Local $res2D[Ceiling(UBound($res)/2)][2]
For $i = 0 To UBound($res) - 1
    $res2D[Int($i / 2)][Mod($i, 2)] = $res[$i]
Next
_ArrayDisplay($res2D)

 

Posted

thank you!  all elegant solutions.. a bit harder for me to follow when the expression has so many symbols :)

currently the data set is not too large so a string works (thanks again for that!).. it is possible it will grow to a much larger data set since this is a fairly new roll out.. here is a working code (sorry i did not do this last time) also sorry i should have thought of this possibility sooner.

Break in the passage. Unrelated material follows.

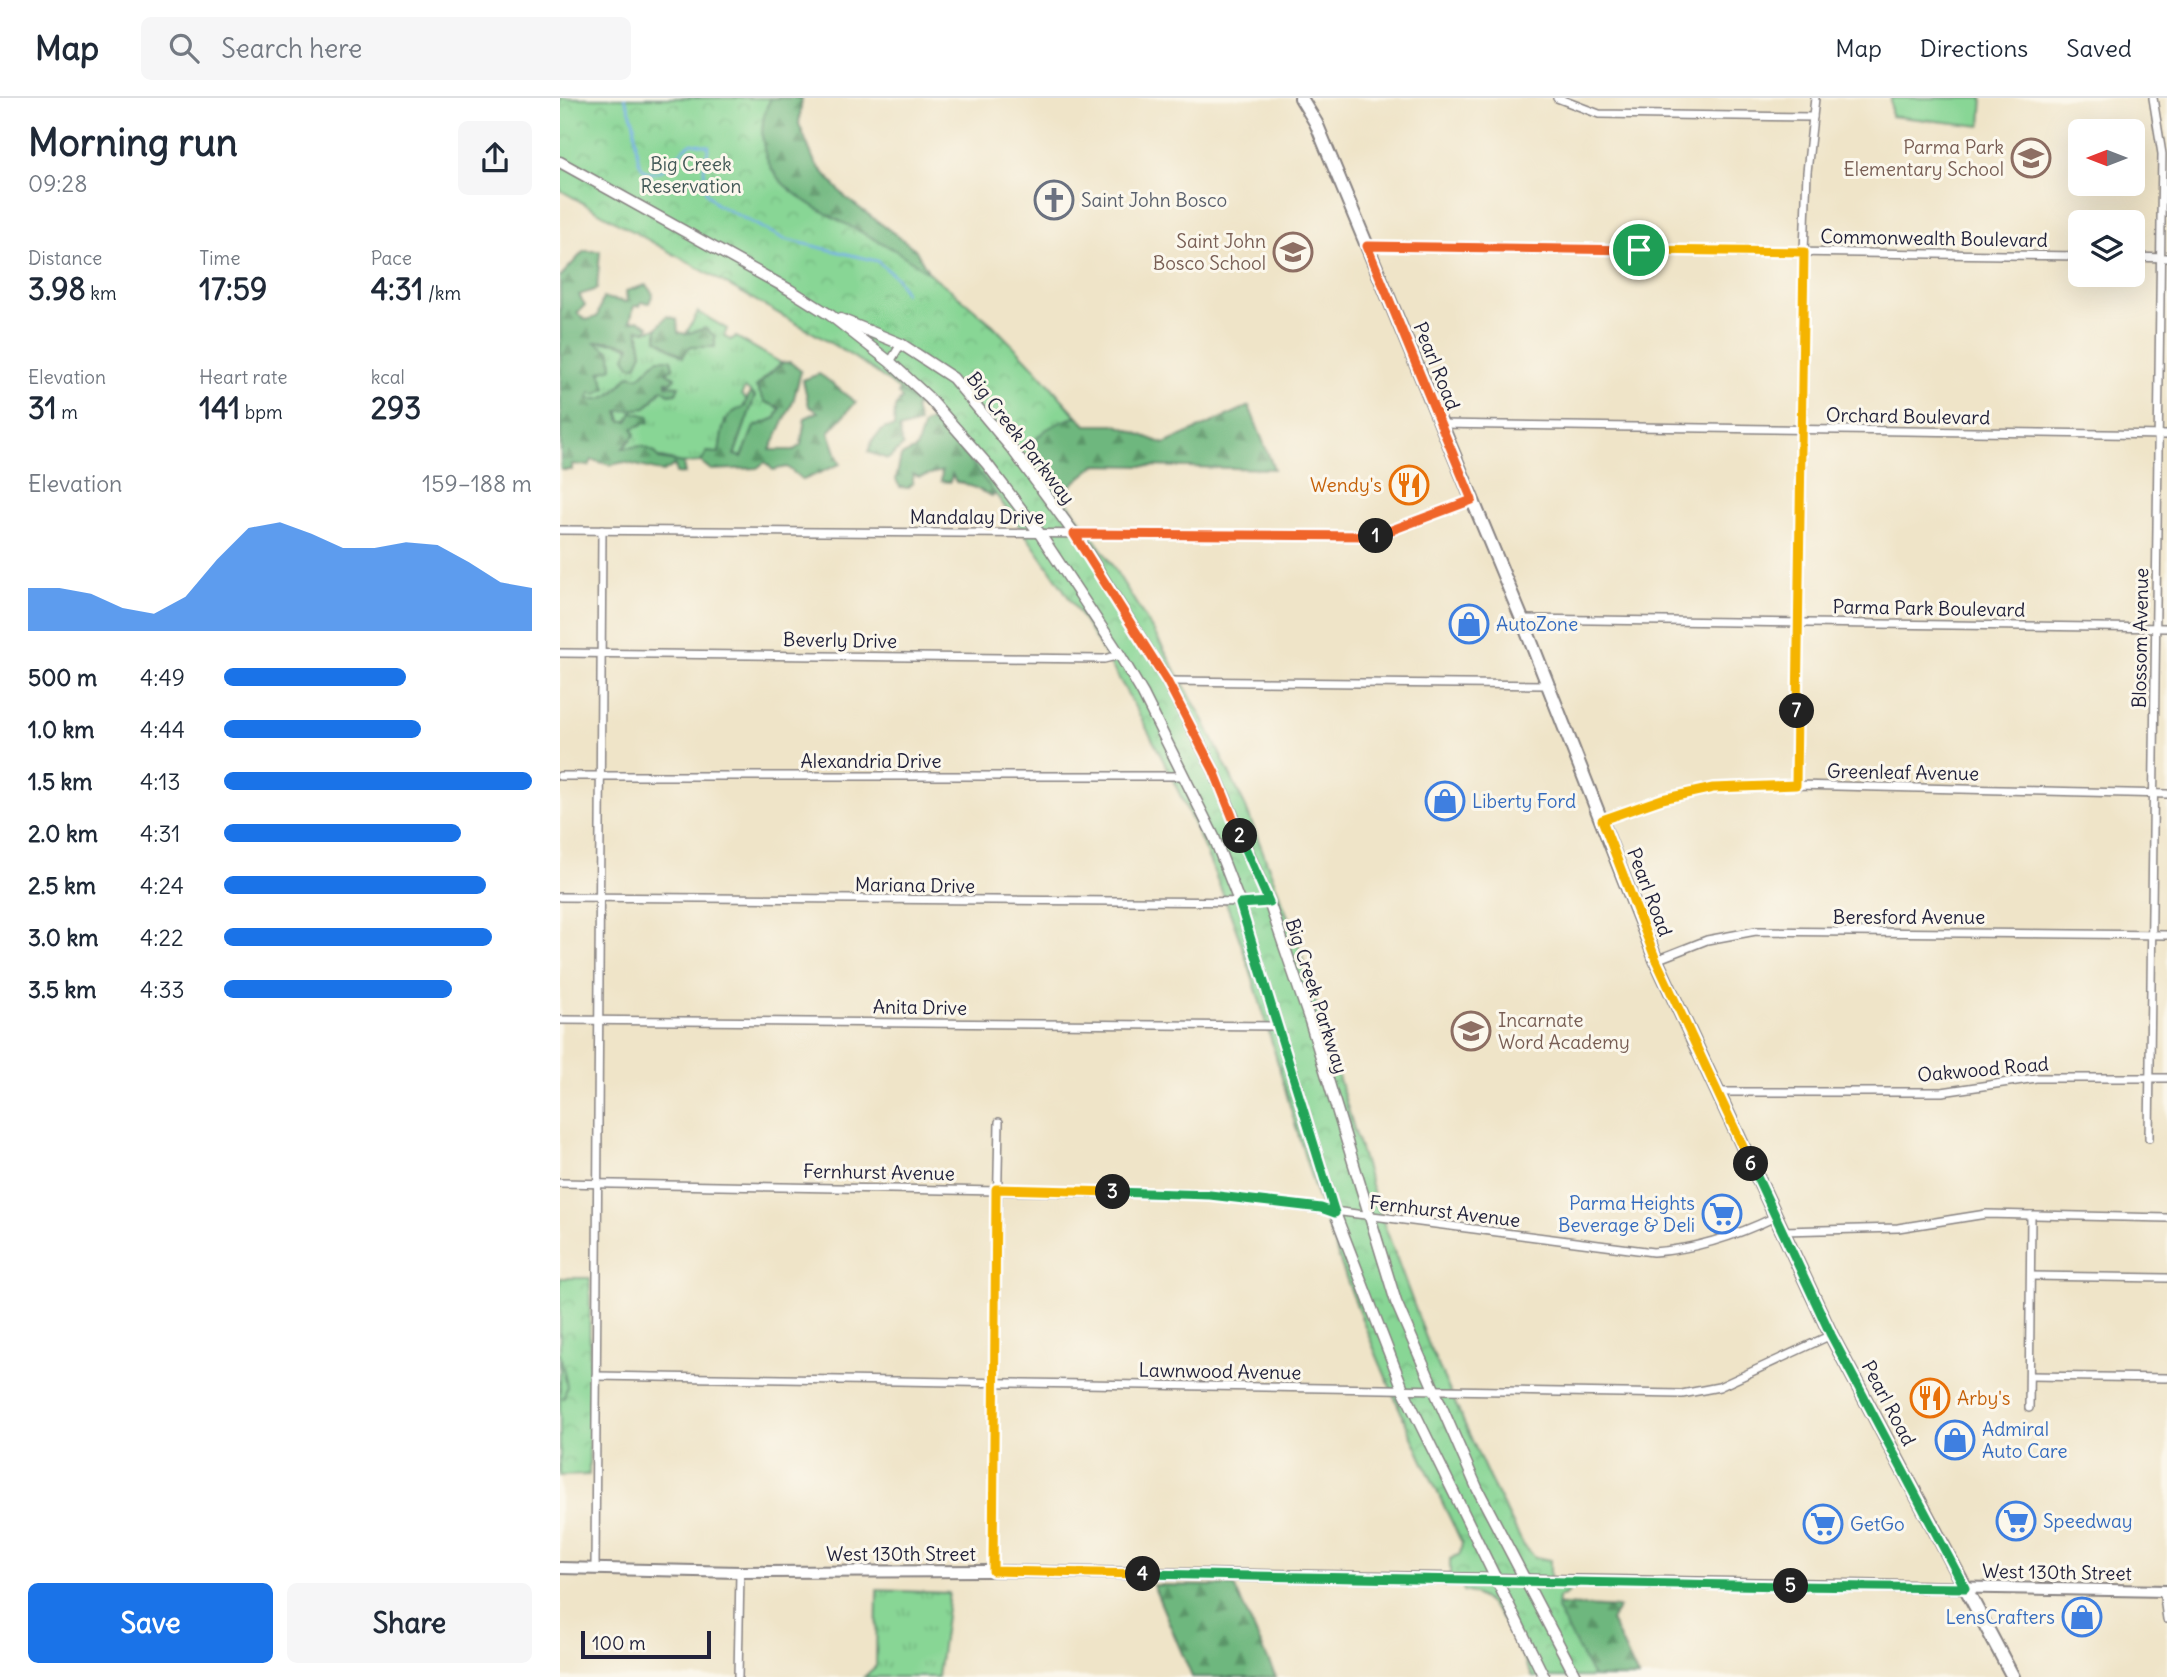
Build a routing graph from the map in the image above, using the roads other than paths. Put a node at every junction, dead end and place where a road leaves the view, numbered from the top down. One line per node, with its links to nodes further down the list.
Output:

i tried to plugin a few of the expression string clauses you guys used but could not get it working consistently even with the small data set i have provided

#include <array.au3>

$records_array = Get_Array()

For $x = 0 To UBound($records_array) - 1
    $full_name = StringRegExpReplace($records_array[$x], "..", "")
    $email = StringRegExpReplace($records_array[$x], "..", "")

    ConsoleWrite("Full Name: " & $full_name & @crlf)
    ConsoleWrite("Email: " & $email & @crlf)
    ConsoleWrite(@crlf & @crlf)
Next

Func Get_Array()

    Local $array[11]

    $array[0] = "NAPD Associate - Dan Unanue [du@xymeetgrp.com]"
    $array[1] = "NAPD Associate - Dave Chodosch, CIMA® [dc@xymeetgrp.com]"
    $array[2] = "NAPD Associate - Will Gilmartin, CFA [wfg@xymeetgrp.com]"
    $array[3] = "NAPD Associate - Bill Tsukudi-Boudreau, CFA [blmb@xymeetgrp.com]"
    $array[4] = "NAPD Associate - Saul West Jr. [Saul_Best@xymeetgrp.com]"
    $array[5] = "NAPD Associate - Reid Moon [Reid.Moon@xymeetgrp.com]"
    $array[6] = "NAPD Associate - Jane Horwitz-Marcus AIFA®, AIF®, PPC® [jdbh@xymeetgrp.com]"
    $array[7] = "NAPD Associate - John Valencia, CFP®, CIMA®, CRPC®, CRPS®, AIF® [jmv@xymeetgrp.com]"
    $array[8] = "NAPD Associate - Jason Terry (JTAK) [Jason.Terry@xymeetgrp.com]"
    $array[9] = "Eddie Wolf [esw@xymeetgrp.com]"
    $array[10] = "Sales Member - Scott Naples [SN@xymeetgrp.com]"

    Return $array

EndFunc   ;==>Get_Array

thank you very much!

 

Posted

If you really want to go that route, I would suggest adapting Nine's method above. This is much more robust (and efficient?) than the multiple replacements method for a larger dataset.

#include <array.au3>

$records_array = Get_Array()

Local $aMatches
For $x = 0 To UBound($records_array) - 1
    $aMatches = StringRegExp($records_array[$x], "(?:.* - )?(.+?[^,\[\(]*).*?[^\[]*\[(.*)\]", $STR_REGEXPARRAYGLOBALMATCH)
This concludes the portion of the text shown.